**Task input**.

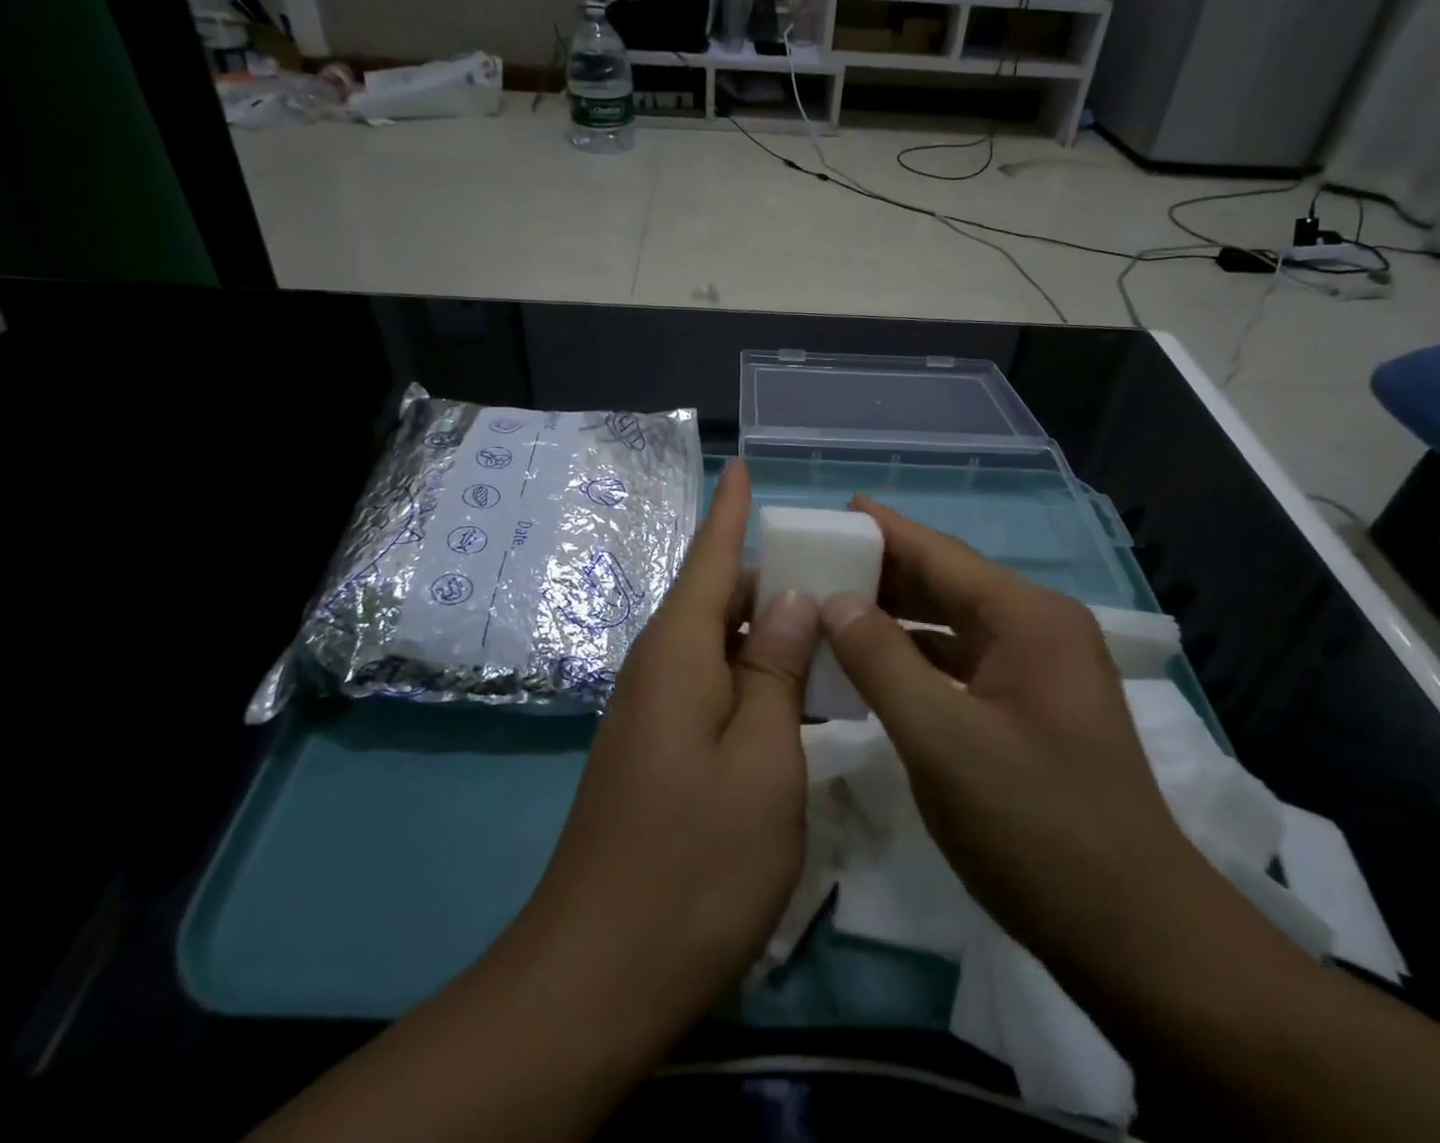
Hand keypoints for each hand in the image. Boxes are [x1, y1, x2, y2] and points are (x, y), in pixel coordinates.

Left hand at [522, 458, 820, 1042]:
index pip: (709, 556)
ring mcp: (652, 711)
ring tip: (831, 626)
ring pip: (717, 645)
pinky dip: (754, 677)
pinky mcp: (656, 749)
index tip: (742, 466)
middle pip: (717, 598)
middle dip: (771, 577)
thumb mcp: (762, 759)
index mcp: (678, 651)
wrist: (599, 972)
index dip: (730, 510)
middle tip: (840, 573)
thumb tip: (791, 598)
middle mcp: (658, 666)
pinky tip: (796, 696)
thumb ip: (776, 669)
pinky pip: (711, 686)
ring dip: (767, 632)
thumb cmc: (695, 860)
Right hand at [818, 495, 1220, 995]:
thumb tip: (834, 600)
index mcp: (1027, 618)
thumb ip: (882, 661)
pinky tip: (873, 665)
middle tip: (815, 561)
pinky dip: (917, 659)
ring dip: (895, 617)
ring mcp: (1041, 670)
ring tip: (830, 605)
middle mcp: (1039, 628)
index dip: (883, 530)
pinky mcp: (1033, 708)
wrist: (1135, 935)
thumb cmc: (1035, 828)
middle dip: (882, 572)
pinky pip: (963, 663)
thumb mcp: (941, 740)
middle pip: (947, 583)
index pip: (939, 554)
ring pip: (953, 625)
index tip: (832, 510)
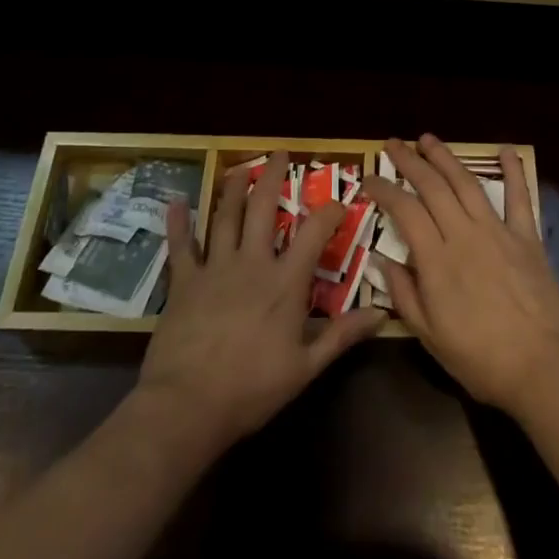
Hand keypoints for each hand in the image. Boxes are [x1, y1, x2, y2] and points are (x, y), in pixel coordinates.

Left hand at [138, 151, 383, 452]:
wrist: (187, 406)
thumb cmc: (251, 389)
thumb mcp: (305, 368)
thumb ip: (342, 336)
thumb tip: (381, 314)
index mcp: (285, 282)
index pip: (314, 233)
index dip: (329, 212)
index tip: (339, 201)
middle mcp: (252, 263)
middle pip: (264, 208)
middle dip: (273, 177)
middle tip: (279, 153)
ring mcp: (215, 268)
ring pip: (226, 217)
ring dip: (234, 188)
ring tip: (240, 167)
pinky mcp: (184, 282)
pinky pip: (182, 246)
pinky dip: (179, 223)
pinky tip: (177, 202)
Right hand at [363, 134, 558, 419]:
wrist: (543, 368)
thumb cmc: (481, 360)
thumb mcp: (430, 337)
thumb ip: (404, 295)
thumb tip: (383, 260)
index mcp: (436, 260)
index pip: (404, 211)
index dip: (384, 189)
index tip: (369, 178)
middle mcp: (464, 234)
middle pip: (432, 186)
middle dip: (410, 161)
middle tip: (394, 143)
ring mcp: (498, 231)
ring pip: (466, 182)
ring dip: (446, 157)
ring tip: (428, 138)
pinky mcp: (527, 237)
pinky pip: (520, 197)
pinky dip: (513, 171)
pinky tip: (507, 151)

**Instructions to follow**. Nothing but an exact copy is asked for: the lines from the start of the records through the line with "ring dip: (767, 632)", both ends included, minus any pictures.

**Result for this task**.
Hand keypoints for each hand in the image. Boxes are [x1, y1, x2, y2] and points are (x, y), in pixel coordinates.

Left hand at [522, 458, 820, 1042]:
index pip: (709, 556)
ring mcp: (652, 711)
ring tip: (831, 626)
ring pip: (717, 645)
pinky dip: (754, 677)
pinky mcp: (656, 749)
index tip: (742, 466)
middle pip: (717, 598)
middle dip: (771, 577)
thumb mcp: (762, 759)
index mcp: (678, 651)
wrist: (599, 972)
index dip: (730, 510)
middle tip: (840, 573)
thumb tip: (791, 598)
middle mcp: (658, 666)
pinky tip: (796, 696)
thumb ip: (776, 669)
pinky pip: (711, 686)
ring dip: (767, 632)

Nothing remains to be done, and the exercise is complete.